We prepared for J's surgery as much as we can - physically, emotionally, spiritually, and financially. We had run through the events as a family, with J and G especially so they know what is coming, and in our minds so we can be auto pilot as we go through it. Of course we were anxious, and afraid. We know how hard it is to have surgery and yet we were subjecting J to it. We prayed hard because we know it is for the better.
It was the longest day for us. When we went in for admission at PGH we were running late, traffic really is different nowadays. We were hungry and we found out that the nearest fast food we can access is a 15 minute walk away in the heat of noon. There was only one elevator running and we were on the top floor so stairs is not an option. And our list goes on. But we quickly recognized that these were all noise. We need to be still and calm our hearts. God is, after all, in control.

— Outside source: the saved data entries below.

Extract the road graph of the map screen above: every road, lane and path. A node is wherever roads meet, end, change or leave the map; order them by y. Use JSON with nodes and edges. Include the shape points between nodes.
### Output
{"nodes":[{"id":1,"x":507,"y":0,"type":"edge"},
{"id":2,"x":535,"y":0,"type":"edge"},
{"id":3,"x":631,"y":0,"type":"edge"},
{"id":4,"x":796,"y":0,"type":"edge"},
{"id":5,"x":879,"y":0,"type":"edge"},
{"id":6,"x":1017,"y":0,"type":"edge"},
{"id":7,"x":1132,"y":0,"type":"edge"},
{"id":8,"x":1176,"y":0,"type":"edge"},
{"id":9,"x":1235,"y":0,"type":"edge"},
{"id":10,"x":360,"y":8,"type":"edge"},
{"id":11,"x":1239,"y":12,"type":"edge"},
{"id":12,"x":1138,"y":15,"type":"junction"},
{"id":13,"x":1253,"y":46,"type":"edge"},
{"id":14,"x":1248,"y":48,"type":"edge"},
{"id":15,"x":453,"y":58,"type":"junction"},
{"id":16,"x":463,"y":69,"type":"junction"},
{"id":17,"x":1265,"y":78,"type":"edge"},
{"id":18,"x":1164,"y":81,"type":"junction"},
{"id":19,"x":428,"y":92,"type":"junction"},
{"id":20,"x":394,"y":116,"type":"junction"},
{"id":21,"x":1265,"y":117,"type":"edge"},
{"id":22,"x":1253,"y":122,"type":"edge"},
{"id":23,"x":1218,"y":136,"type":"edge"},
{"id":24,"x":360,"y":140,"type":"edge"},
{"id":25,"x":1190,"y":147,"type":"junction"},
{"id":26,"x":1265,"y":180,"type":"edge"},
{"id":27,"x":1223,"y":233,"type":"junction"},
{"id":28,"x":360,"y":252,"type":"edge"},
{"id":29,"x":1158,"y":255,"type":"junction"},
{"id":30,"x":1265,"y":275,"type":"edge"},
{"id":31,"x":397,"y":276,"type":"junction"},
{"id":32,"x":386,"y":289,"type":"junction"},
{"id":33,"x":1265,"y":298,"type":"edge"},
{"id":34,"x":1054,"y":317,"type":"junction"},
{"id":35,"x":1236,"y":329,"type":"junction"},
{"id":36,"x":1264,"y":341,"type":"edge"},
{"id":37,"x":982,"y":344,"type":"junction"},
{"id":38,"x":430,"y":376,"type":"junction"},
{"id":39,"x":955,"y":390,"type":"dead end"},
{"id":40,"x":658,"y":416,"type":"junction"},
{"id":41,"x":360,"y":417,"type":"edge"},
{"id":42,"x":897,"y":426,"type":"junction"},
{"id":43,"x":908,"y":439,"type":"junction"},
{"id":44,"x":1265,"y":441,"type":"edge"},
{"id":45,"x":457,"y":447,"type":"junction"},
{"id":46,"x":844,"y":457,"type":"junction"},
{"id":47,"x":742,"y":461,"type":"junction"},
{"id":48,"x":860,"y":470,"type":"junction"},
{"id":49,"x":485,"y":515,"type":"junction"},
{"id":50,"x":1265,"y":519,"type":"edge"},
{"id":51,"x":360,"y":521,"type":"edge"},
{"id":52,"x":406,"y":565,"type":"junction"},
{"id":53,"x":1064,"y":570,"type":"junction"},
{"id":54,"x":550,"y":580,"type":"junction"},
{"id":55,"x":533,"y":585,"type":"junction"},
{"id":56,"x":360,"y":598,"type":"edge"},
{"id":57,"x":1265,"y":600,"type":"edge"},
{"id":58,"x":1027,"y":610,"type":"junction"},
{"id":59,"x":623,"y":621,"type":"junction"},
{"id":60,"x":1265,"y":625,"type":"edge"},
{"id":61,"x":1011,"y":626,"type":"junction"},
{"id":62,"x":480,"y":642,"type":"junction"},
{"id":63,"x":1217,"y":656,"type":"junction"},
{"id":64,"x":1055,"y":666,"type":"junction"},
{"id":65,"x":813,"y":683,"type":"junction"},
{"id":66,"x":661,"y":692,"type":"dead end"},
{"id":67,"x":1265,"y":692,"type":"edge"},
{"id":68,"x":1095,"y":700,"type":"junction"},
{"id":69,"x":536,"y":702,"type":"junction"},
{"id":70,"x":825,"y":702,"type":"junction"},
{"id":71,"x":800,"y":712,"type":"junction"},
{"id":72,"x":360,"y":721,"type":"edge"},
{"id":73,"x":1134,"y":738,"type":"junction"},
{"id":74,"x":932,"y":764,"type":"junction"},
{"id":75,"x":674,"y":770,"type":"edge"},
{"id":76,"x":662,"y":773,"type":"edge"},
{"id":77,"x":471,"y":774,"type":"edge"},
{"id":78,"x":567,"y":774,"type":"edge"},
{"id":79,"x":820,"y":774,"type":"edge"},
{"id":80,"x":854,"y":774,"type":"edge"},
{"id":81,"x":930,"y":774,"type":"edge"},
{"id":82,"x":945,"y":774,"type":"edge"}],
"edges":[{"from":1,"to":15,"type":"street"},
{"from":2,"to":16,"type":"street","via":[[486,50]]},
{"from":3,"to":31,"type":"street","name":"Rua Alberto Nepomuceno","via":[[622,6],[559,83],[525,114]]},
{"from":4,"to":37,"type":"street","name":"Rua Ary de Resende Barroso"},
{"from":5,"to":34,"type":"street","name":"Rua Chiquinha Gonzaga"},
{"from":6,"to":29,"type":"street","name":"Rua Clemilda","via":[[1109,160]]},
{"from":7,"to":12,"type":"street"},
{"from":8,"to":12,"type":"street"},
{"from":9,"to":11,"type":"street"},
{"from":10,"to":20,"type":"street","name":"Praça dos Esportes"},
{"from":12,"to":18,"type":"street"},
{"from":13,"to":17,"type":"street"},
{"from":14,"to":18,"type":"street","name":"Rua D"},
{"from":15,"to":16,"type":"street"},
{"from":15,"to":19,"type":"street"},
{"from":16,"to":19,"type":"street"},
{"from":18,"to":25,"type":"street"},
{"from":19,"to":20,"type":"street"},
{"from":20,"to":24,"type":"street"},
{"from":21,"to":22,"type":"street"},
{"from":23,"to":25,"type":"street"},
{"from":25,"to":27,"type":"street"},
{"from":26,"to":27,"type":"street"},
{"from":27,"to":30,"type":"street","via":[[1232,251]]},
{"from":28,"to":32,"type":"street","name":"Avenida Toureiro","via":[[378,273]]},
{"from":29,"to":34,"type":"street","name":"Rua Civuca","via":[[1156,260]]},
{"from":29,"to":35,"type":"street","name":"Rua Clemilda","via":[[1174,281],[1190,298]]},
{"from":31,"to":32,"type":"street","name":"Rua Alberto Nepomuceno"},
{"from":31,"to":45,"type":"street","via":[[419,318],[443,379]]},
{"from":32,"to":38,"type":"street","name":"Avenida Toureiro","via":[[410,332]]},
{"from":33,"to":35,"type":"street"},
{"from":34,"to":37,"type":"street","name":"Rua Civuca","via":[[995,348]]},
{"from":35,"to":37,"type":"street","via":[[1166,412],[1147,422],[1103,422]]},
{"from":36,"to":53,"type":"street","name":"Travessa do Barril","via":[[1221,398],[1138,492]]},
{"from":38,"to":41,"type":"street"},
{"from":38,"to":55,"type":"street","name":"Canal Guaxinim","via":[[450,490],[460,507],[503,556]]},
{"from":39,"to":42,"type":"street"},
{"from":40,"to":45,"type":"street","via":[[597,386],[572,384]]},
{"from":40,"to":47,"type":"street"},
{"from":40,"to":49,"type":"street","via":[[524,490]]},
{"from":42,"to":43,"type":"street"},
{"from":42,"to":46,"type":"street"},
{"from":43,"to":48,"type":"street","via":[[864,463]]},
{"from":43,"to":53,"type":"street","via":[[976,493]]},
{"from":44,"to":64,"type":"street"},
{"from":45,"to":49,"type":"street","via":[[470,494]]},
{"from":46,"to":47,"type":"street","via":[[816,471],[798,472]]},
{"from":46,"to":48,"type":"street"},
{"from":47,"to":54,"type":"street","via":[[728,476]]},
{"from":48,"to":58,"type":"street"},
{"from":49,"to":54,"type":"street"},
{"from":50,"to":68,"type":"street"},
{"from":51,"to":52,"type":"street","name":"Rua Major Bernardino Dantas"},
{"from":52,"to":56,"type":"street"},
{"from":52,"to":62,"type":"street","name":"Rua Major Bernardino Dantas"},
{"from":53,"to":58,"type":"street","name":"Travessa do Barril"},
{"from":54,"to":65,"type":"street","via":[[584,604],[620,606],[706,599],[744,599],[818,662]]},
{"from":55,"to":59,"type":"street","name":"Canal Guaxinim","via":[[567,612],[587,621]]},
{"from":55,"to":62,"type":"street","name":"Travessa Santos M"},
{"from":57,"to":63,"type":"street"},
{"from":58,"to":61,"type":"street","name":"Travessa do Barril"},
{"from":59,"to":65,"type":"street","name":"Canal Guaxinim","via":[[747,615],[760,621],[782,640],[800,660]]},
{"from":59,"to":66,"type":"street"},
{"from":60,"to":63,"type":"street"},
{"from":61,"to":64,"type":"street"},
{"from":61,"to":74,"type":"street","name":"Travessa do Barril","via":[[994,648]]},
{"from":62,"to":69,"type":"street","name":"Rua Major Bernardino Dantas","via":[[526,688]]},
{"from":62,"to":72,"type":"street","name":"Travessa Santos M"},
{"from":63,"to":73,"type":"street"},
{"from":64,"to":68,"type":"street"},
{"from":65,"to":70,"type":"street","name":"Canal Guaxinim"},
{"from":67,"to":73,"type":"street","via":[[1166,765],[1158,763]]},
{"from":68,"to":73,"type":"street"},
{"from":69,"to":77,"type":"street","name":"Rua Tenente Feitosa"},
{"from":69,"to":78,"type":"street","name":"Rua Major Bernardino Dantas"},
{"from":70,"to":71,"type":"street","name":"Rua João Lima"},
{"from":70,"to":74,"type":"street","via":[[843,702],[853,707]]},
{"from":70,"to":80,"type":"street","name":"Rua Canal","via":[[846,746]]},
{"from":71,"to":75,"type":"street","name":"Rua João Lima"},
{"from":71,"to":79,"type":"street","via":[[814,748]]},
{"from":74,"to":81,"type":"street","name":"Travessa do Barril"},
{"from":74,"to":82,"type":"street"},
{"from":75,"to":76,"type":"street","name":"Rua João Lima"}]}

It wasn't easy seeing J cry because of the needles. It wasn't easy seeing him wheeled off to the OR and we can't go in. We can't calm him and hold his hand. We were a wreck as J was afraid. Our hearts racing, what are we doing? Oh God, what are we doing?
And then, tears finally flowed uncontrollably. We just bawled. All logic and emotions collide and we were at a lost of what to feel. But then, God met us where we were. We felt His embrace, His comfort. Everything will be all right. Johann is my child and he will be alright. God allowed us to cry and break down because simply, He is there with us. He is, and will always be, in control.
Then it happened. The surgery was faster than anticipated. No complications! Our extended family was there even when J was still in the OR, because they would like to be with us too, not just J. Then when J was slowly waking up, Daddy was at his side. That comforted him so much. Us too. When J was back at the room, he was hungry. No problems with his appetite. And we were flooded with prayers and well wishes for our family, aside from food.
God was there the whole time. Whether we were feeling afraid, or strong, or crying helplessly, God has met us where we were.